By Gean Botha, Managing Director at Programmed Process Outsourcing, a Workforce Holdings Company
Once a company has established a use case for Business Process Outsourcing (BPO) and the advantages that this model delivers, many are uncertain as to what happens next. How do they hand over this part of operations to a separate entity and most importantly, what happens to existing staff in the transition? Will they be replaced and retrenched? Unlocking the full benefits of outsourcing without significant negative impact on current employees is achievable through employment transfers made in terms of section 197 of the Labour Relations Act. This is where the right choice in BPO provider can make all the difference in avoiding retrenchments and ensuring that existing employees come out the other side with job security and employee benefits intact or enhanced. For example, over a five-year period, from 2016 to 2020, we saw an e-commerce organisation’s production units per hour increase from 204 to 2050 units. This was a significant improvement, but these benefits were especially during peak times, further highlighting the power of BPO.

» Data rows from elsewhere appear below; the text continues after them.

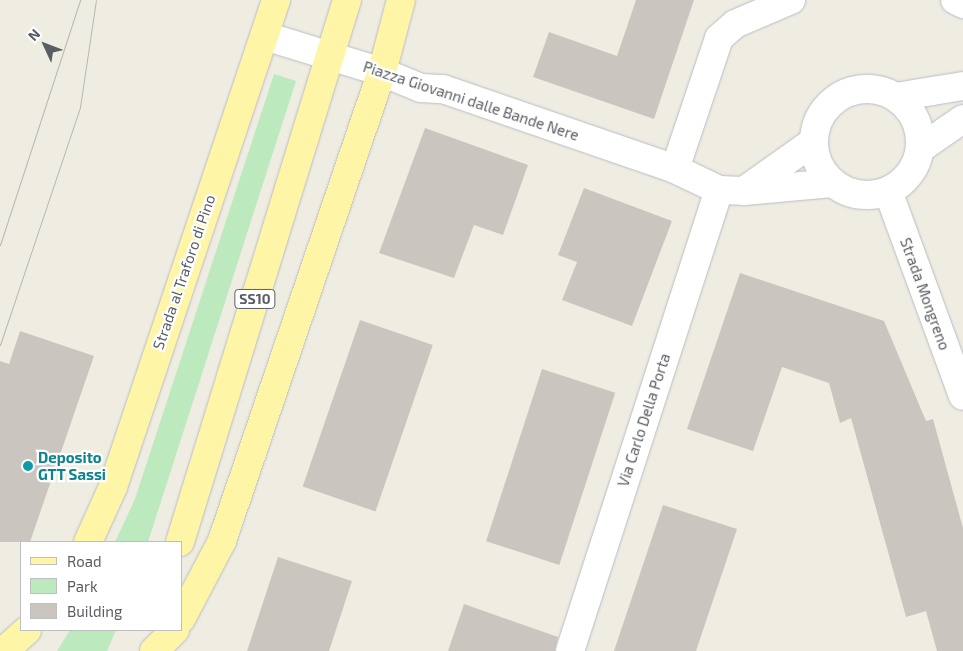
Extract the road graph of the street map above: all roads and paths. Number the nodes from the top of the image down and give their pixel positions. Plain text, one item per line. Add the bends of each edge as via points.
1 (276, 0) edge
2 (347, 0) edge
3 (401, 0) edge
4 (791, 0) edge
5 (955, 0) edge
6 (963, 4) edge
7 (265, 36) junction
8 (330, 55) junction
9 (382, 72) junction
10 (963, 86) edge
11 (896, 97) junction
12 (963, 118) edge
13 (814, 141) junction
14 (921, 148) junction
15 (675, 169) junction
16 (833, 183) junction
17 (731, 190) junction
18 (888, 191) junction
19 (963, 396) edge
20 (88, 541) edge
21 (180, 541) edge
22 (182, 617) edge
23 (27, 631) edge
24 (45, 631) edge
25 (151, 631) edge
26 (174, 631) edge
27 (175, 631) edge
28 (4, 651) edge
29 (35, 651) edge
30 (143, 651) edge
31 (154, 651) edge
32 (169, 651) edge
33 (570, 651) edge

1 - 7 main road, Strada al Traforo di Pino
2 - 8 main road, SS10
3 - 9 main road
4 - 15 street via 735,24 719,38
5 - 6 street
7 - 8 street, Piazza Giovanni dalle Bande Nere
7 - 20 main road, Strada al Traforo di Pino via 113,487
8 - 9 street, Piazza Giovanni dalle Bande Nere
8 - 21 main road, SS10
9 - 15 street, Piazza Giovanni dalle Bande Nere via 421,88 443,89
9 - 22 main road via 222,541
10 - 11 street
11 - 13 street via 878,89 860,89 842,95 827,107 818,123
11 - 14 street via 916,118
12 - 14 street
13 - 16 street via 819,164
13 - 17 street
14 - 18 street via 915,166 903,181
15 - 17 street, Piazza Giovanni dalle Bande Nere
16 - 17 street
16 - 18 street via 849,192 869,195
17 - 33 street, Via Carlo Della Porta
18 - 19 street, Strada Mongreno
23 - 28 main road
24 - 29 main road
25 - 30 main road
26 - 31 main road
27 - 32 main road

What is Business Process Outsourcing?
Companies all over South Africa are struggling to recover from Covid-19 lockdown restrictions. According to a survey conducted by the Department of Small Business Development, 42.7% of all small to medium enterprises in South Africa closed their doors in the past year. Those that are still operating are desperate to reduce costs, either by downsizing or outsourcing their business processes. BPO refers to the process of contracting standard business functions to a party outside of the company. This may be facilitated by a section 197 transfer if the “service” is being transferred.
Section 197 of the Labour Relations Act is intended to facilitate commercial transactions like business process outsourcing and subsequent transfer of service while protecting job security and employee benefits. In fact, if the requirements for section 197 are met, the employment contract passes from the company to the BPO provider and all the rights and obligations of the employee that existed prior to the transfer, regardless of whether they were included contractually or orally, will continue with the new employer. This provision of the Act ensures that the rights and obligations cannot be less favourable after transfer, and in cases where the transfer is less beneficial the matter may be referred to the CCMA for further adjudication.
Common business processes that are outsourced include warehousing, production, accounting, customer support, IT, marketing, payroll to name a few. Contractually, the BPO provider becomes responsible for carrying out all operations related to the business function and while each business case will be different, BPO providers are also responsible for the transition to the outsourced model. This involves examining what will happen to existing staff, both permanent and contract, as well as the impact on operations. The right BPO provider will have the ideal industrial relations, labour law and human resources expertise to minimise the disruption to staff and operations while balancing any union requirements.
Contractual clarity based on transparency
Business process outsourcing requires transparency from both the BPO provider and their client in order to shorten the takeover period and avoid any nasty surprises. This relationship is framed contractually, and the BPO provider delivers guidance throughout the transition once the scope of work, timeframes and project plans have been established, referencing standard operating procedures. In this way, BPO is more than simply providing a skilled workforce as it encompasses the management of the workforce and defines outputs that are aligned to business KPIs, as well as the management of systems, processes and machinery required for the outsourced business function.
All concerns regarding the transition are addressed legally through policies, procedures and the contract documentation that clarifies what is expected of all parties to the BPO arrangement. Once agreement has been reached, the BPO provider commences with a roll out plan that will facilitate the contractual takeover and this is where resource allocation comes under consideration. Should employees be transferred under section 197, the BPO provider has the opportunity to offer improved or more cost-effective benefits for staff, including medical aid facilities and retirement savings to ensure they’re in a better position than they were previously.
Do what you do best, outsource the rest
Partnering with a reputable, stable BPO provider that can offer the necessary employee benefits and expertise to support the business is critical to success that results in enhanced customer and employee satisfaction, improved efficiency and reduced operational costs. Once a company knows that their people have been provided for through the transition, they can renew their focus on their core business, knowing that all outsourced business processes have been contractually handed over to their BPO partner. This means that they can focus on new innovative products and new sales opportunities where they didn’t have the time before. This is only possible where there is a climate of trust based on continuous, reliable information and communication on both sides.